I find the question interesting but the stated motivation unconvincing. Given an even $n$ you want to find one representation of it as a sum of two primes. So you suggest checking $n-3$ and, if that is not prime working down through the odd integers $q$ (not congruent to $n \bmod 3$) and , when one is prime, checking if $n-q$ is. It might be faster, for $n \equiv 2 \bmod 6,$ to check $n-3$ and then $n-7,n-13,n-19,n-31,n-37,n-43,n-61$ (though one would need to know when to stop)

You might find it helpful to study $n \equiv 0 \bmod 6$ vs $n \equiv \pm 2 \bmod 6.$ What does the trend of the densities $d_1,d_2,d_3$ look like in each type?

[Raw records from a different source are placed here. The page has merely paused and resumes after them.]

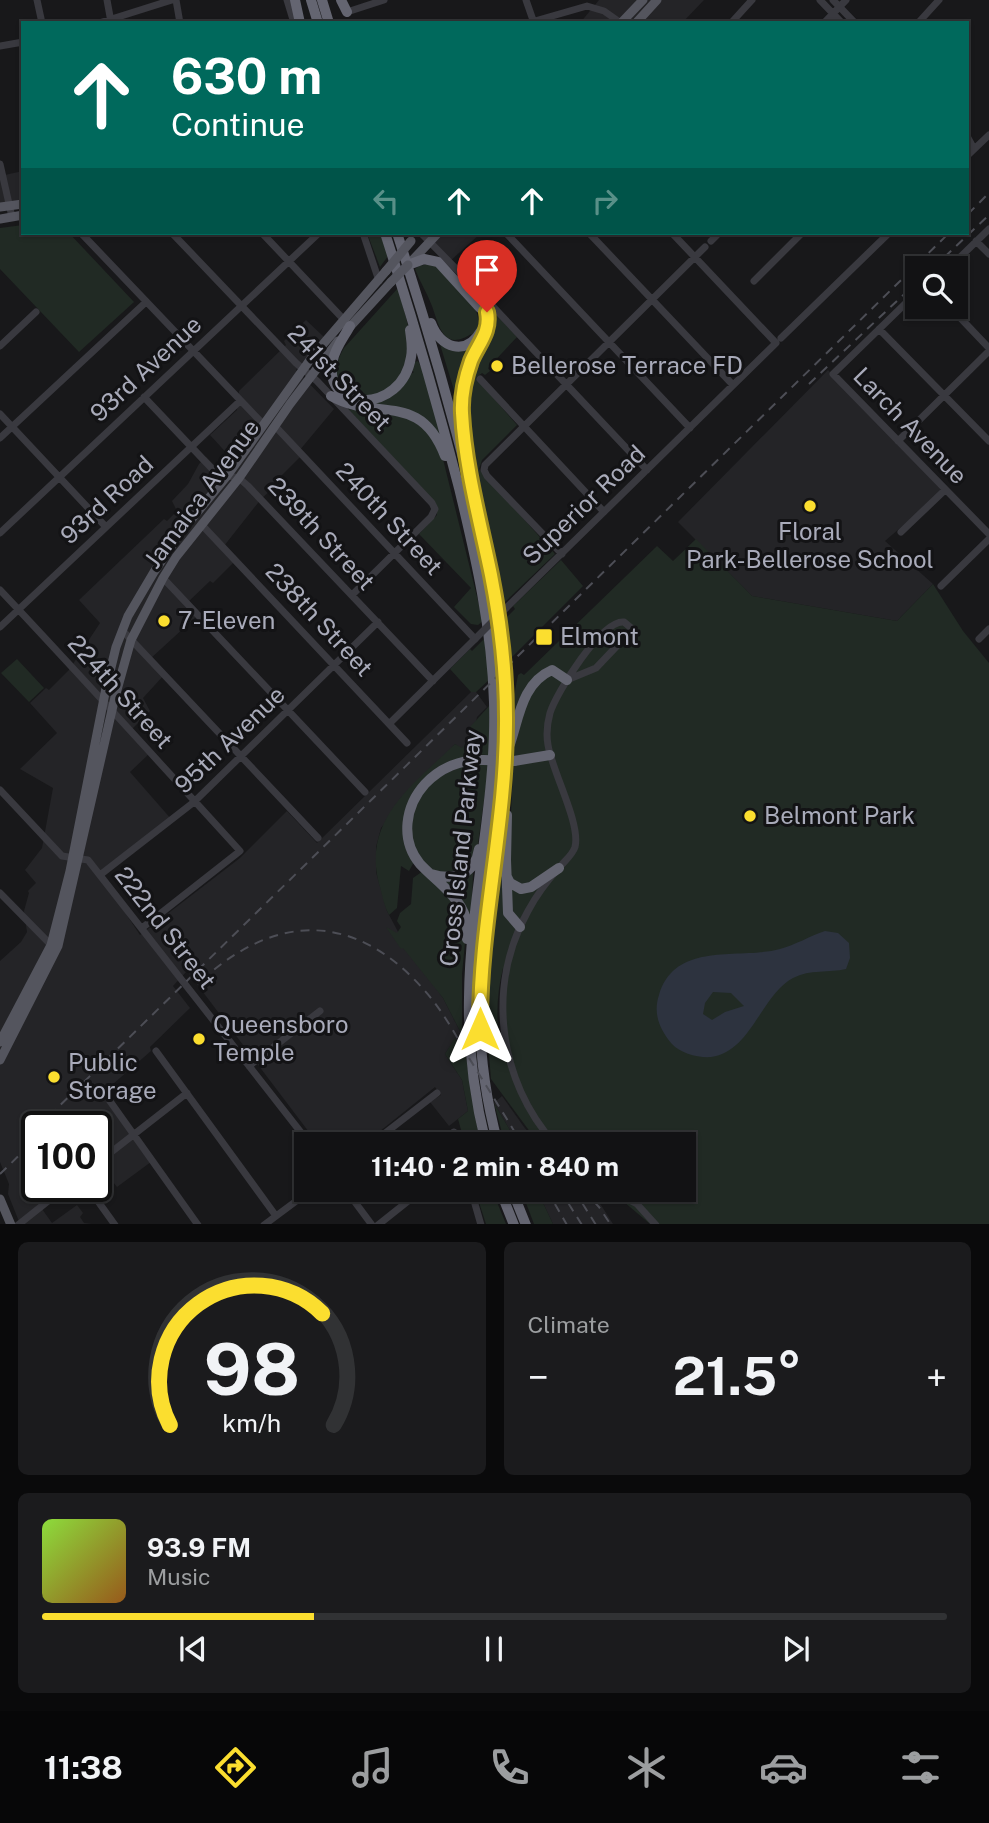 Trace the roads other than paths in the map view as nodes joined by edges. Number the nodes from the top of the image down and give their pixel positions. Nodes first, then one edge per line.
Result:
1 (37, 0) edge
2 (107, 0) edge
3 (174, 0) edge
4 (287, 0) edge
5 (295, 0) edge
6 (311, 0) edge
7 (322, 0) edge
8 (342, 0) edge
9 (384, 0) edge
10 (526, 0) edge
11 (643, 0) edge
12 (657, 0) edge
13 (752, 0) edge
14 (820, 0) edge
15 (833, 0) edge
16 (846, 0) edge
17 (939, 0) edge
18 (839, 7) junction
19 (833, 13) junction
20 (349, 17) edge
21 (42, 21) edge
22 (111, 21) edge
23 (179, 21) edge
24 (293, 21) edge
25 (300, 21) edge
26 (317, 21) edge
27 (328, 21) edge
28 (532, 21) edge
29 (535, 21) edge
30 (618, 21) edge
31 (623, 21) edge
32 (638, 21) edge
33 (732, 21) edge
34 (826, 21) edge
35 (840, 21) edge
36 (853, 21) edge
37 (920, 21) edge
38 (21, 42) edge
39 (0, 46) edge
40 (989, 135) edge
41 (970, 150) edge
42 (0, 164) edge
43 (4, 207) edge
44 (21, 215) edge
45 (12, 217) junction
46 (0, 219) edge
47 (989, 229) edge
48 (83, 235) edge
49 (174, 235) edge
50 (264, 235) edge
51 (317, 235) edge
52 (362, 235) edge
53 (386, 235) edge
54 (398, 235) edge
55 (417, 235) edge
56 (422, 235) edge
57 (436, 235) edge
58 (508, 235) edge
59 (591, 235) edge
60 (674, 235) edge
61 (717, 235) edge
62 (800, 235) edge
63 (887, 235) edge
64 (430, 241) junction
65 (976, 241) junction
66 (989, 254) edge
67 (961, 256) edge
68 (695, 257) junction
69 (289, 261) junction
70 (413, 261) junction
71 (466, 278) junction
72 (379, 281) junction
73 (754, 281) dead end
74 (415, 289) junction
75 (652, 300) junction
76 (146, 302) junction
77 (905, 304) edge
78 (242, 306) junction
79 (408, 306) junction
80 (36, 312) dead end
81 (960, 319) edge
82 (347, 323) junction
83 (879, 329) junction
84 (779, 341) junction
85 (609, 342) junction
86 (0, 346) edge
87 (989, 350) edge
88 (193, 352) junction
89 (307, 373) junction
90 (480, 379) dead end
91 (566, 384) junction
92 (733, 385) junction
93 (944, 395) junction
94 (331, 396) junction
95 (144, 397) junction
96 (240, 401) junction
97 (0, 414) edge
98 (264, 425) junction
99 (275, 426) junction
100 (524, 426) junction
101 (12, 427) junction
102 (691, 428) junction
103 (0, 438) edge
104 (898, 441) junction
105 (989, 441) edge
106 (191, 447) junction
107 (648, 470) junction
108 (227, 476) junction
109 (60, 477) junction
110 (239, 478) junction
111 (945, 490) junction
112 (471, 491) junction
113 (464, 510) junction
114 (604, 512) junction
115 (201, 524) junction
116 (106, 527) junction
117 (901, 532) dead end
118 (0, 533) edge
119 (989, 536) edge
120 (395, 553) junction
121 (562, 554) junction
122 (163, 578) junction
123 (941, 586) dead end
124 (0, 590) edge
125 (352, 595) junction
126 (19, 609) junction
127 (378, 622) junction
128 (0, 627) edge
129 (989, 629) edge
130 (122, 630) junction
131 (475, 639) junction
132 (979, 639) dead end
133 (131, 640) junction
134 (583, 655) junction
135 (335, 665) junction
136 (592, 670) junction
137 (568, 680) junction
138 (433, 681) junction
139 (103, 700) junction
140 (288, 711) junction
141 (112, 712) junction
142 (390, 723) junction
143 (407, 743) dead end
144 (550, 755) junction
145 (242, 757) junction
146 (509, 758) junction
147 (504, 781) junction
148 (0, 790) edge
149 (365, 792) dead end
150 (194, 802) junction
151 (487, 827) junction
152 (318, 838) dead end
153 (76, 858) junction
154 (559, 868) junction
155 (431, 874) junction
156 (100, 875) junction
157 (506, 875) junction
158 (0, 893) edge
159 (7, 900) junction
160 (0, 907) edge
161 (520, 927) junction
162 (142, 928) junction
163 (54, 948) junction
164 (469, 980) junction
165 (320, 1011) dead end
166 (3, 1041) edge
167 (156, 1051) dead end
168 (0, 1060) edge
169 (249, 1066) junction
170 (187, 1093) junction
171 (437, 1093) dead end
172 (107, 1097) dead end
173 (301, 1132) edge
174 (387, 1132) edge
175 (483, 1132) edge
176 (495, 1132) edge
177 (547, 1132) edge
178 (134, 1134) junction
179 (112, 1151) edge
180 (0, 1199) edge
181 (46, 1202) edge
182 (99, 1202) edge
183 (295, 1202) edge
184 (356, 1202) edge
185 (405, 1202) edge
186 (475, 1202) edge
187 (507, 1202) edge
188 (512, 1202) edge
189 (633, 1202) edge
190 (276, 1216) junction
191 (10, 1224) edge
192 (18, 1224) edge
193 (115, 1224) edge
194 (198, 1224) edge
195 (264, 1224) edge
196 (375, 1224) edge
197 (481, 1224) edge
198 (511, 1224) edge
199 (526, 1224) edge
200 (656, 1224) edge

1 - 21 street
2 - 22 street
3 - 22 street
3 - 23 street
4 - 24 street
5 - 25 highway
6 - 26 highway
7 - 27 highway
8 - 20 highway
9 - 20 street
10 - 28 street
11 - 31 main road
12 - 32 main road
13 - 33 street
14 - 19 street
15 - 18 street
16 - 18 street
17 - 37 street
18 - 19 street
18 - 36 street
19 - 34 street
19 - 35 street
29 - 30 street
38 - 39 street
40 - 41 street
42 - 43 street
43 - 45 street
44 - 45 main road
45 - 46 main road
47 - 65 street
48 - 76 street
49 - 78 street, 241st Street
50 - 69 street
51 - 69 street, 93rd Avenue
52 - 72 street
53 - 79 highway, Cross Island Parkway
54 - 74 highway, Cross Island Parkway
55 - 72 main road, Jamaica Avenue, bridge
56 - 64 street
57 - 64 main road, Jamaica Avenue
58 - 85 street
59 - 75 street
60 - 68 street
61 - 68 street
62 - 73 street
63 - 84 street, Superior Road
64 - 70 main road, Jamaica Avenue
64 - 71 street
65 - 66 street
65 - 67 street
68 - 75 street
68 - 84 street
69 - 78 street, 93rd Avenue
69 - 82 street
70 - 74 highway
70 - 82 main road, Jamaica Avenue, bridge
71 - 91 street
71 - 112 highway
72 - 82 main road, Jamaica Avenue
74 - 112 highway, Cross Island Parkway
75 - 85 street
75 - 92 street
76 - 88 street
76 - 101 street
77 - 83 street
78 - 88 street, 93rd Avenue
78 - 89 street, 241st Street
79 - 82 highway
79 - 113 highway, Cross Island Parkway
80 - 86 street
81 - 87 street
82 - 89 main road, Jamaica Avenue
83 - 93 street
83 - 104 street, Larch Avenue
84 - 92 street, Superior Road
85 - 91 street
85 - 102 street
87 - 93 street
88 - 95 street, 93rd Avenue
88 - 96 street
89 - 94 street, 241st Street
89 - 98 main road, Jamaica Avenue
89 - 99 main road, Jamaica Avenue
90 - 100 street
91 - 100 street
91 - 107 street
92 - 102 street, Superior Road
93 - 104 street
93 - 105 street
94 - 113 highway
94 - 120 street, 241st Street
95 - 106 street, 239th Street
95 - 109 street, 93rd Avenue
96 - 98 street
96 - 106 street, 93rd Road
97 - 101 street
98 - 108 main road, Jamaica Avenue
99 - 110 main road, Jamaica Avenue
99 - 120 street, 240th Street
100 - 114 street
100 - 121 street
101 - 103 street
101 - 109 street
102 - 107 street, Superior Road
104 - 111 street, Larch Avenue
106 - 108 street, 239th Street
106 - 116 street, 93rd Road
107 - 114 street, Superior Road
108 - 110 street, 239th Street
108 - 130 main road, Jamaica Avenue
109 - 116 street
109 - 118 street, 93rd Avenue
110 - 115 main road, Jamaica Avenue
110 - 125 street, 239th Street
111 - 117 street
111 - 119 street, Larch Avenue
112 - 146 highway, Cross Island Parkway
113 - 151 highway, Cross Island Parkway
114 - 121 street, Superior Road
115 - 122 main road, Jamaica Avenue
115 - 135 street, 238th Street
116 - 126 street, 93rd Road
119 - 123 street
120 - 125 street
120 - 131 street, 240th Street
121 - 131 street, Superior Road, bridge
122 - 133 main road, Jamaica Avenue
122 - 140 street
124 - 126 street, 224th Street
125 - 127 street, 239th Street
126 - 128 street, 93rd Road
126 - 139 street, 224th Street
127 - 135 street, 95th Avenue
127 - 138 street, 239th Street
129 - 132 street
130 - 133 street
130 - 139 main road, Jamaica Avenue
131 - 138 street, Superior Road
133 - 141 main road, Jamaica Avenue
133 - 145 street
134 - 136 street
134 - 136 street
134 - 137 street
135 - 140 street, 95th Avenue
135 - 142 street, 238th Street
136 - 137 street
137 - 144 street
137 - 146 highway
138 - 142 street, Superior Road
139 - 141 street, 224th Street
139 - 153 main road, Jamaica Avenue
140 - 145 street, 95th Avenue
140 - 149 street
141 - 150 street, 224th Street
141 - 153 main road, Jamaica Avenue
142 - 143 street, 238th Street
144 - 146 highway
144 - 154 street
145 - 150 street, 95th Avenue
145 - 152 street
146 - 147 highway, Cross Island Parkway
146 - 155 highway, bridge
147 - 157 highway
147 - 176 highway, Cross Island Parkway
148 - 153 street, 222nd Street
150 - 156 street, 95th Avenue
150 - 162 street, 224th Street
151 - 155 highway
151 - 164 highway, Cross Island Parkway
153 - 156 street, 222nd Street
153 - 163 main road, Jamaica Avenue
154 - 157 highway
154 - 161 street
155 - 164 highway
156 - 162 street, 222nd Street
157 - 161 highway
158 - 159 street
159 - 160 street
159 - 163 street
161 - 177 street
162 - 169 street, 222nd Street
163 - 166 main road, Jamaica Avenue
164 - 175 highway, Cross Island Parkway
165 - 169 street
166 - 168 main road, Jamaica Avenue
167 - 170 street
169 - 173 street, 222nd Street
170 - 178 street
170 - 190 street
171 - 174 street
172 - 178 street
178 - 179 street
178 - 194 street
180 - 191 main road
181 - 192 street
182 - 193 street
183 - 190 street
184 - 196 street
185 - 196 street
186 - 197 street
187 - 198 highway
188 - 199 highway
189 - 200 street
190 - 195 street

I'd expect $n \equiv 0 \bmod 6$ to be perhaps only $1/3$ as likely to be counted by $d_3$ as other even $n:$ Suppose $p\ \equiv 1 \bmod 3$ is a prime. Given only this information, of the even $n$ up to the next prime, those of the form $6m$ could be counted by $d_1,d_2$ or $d_3$ but those of the form $6m + 2$ could possibly be counted by $d_2$ or $d_3$ but not $d_1$.

It might be that these kinds of effects balance out.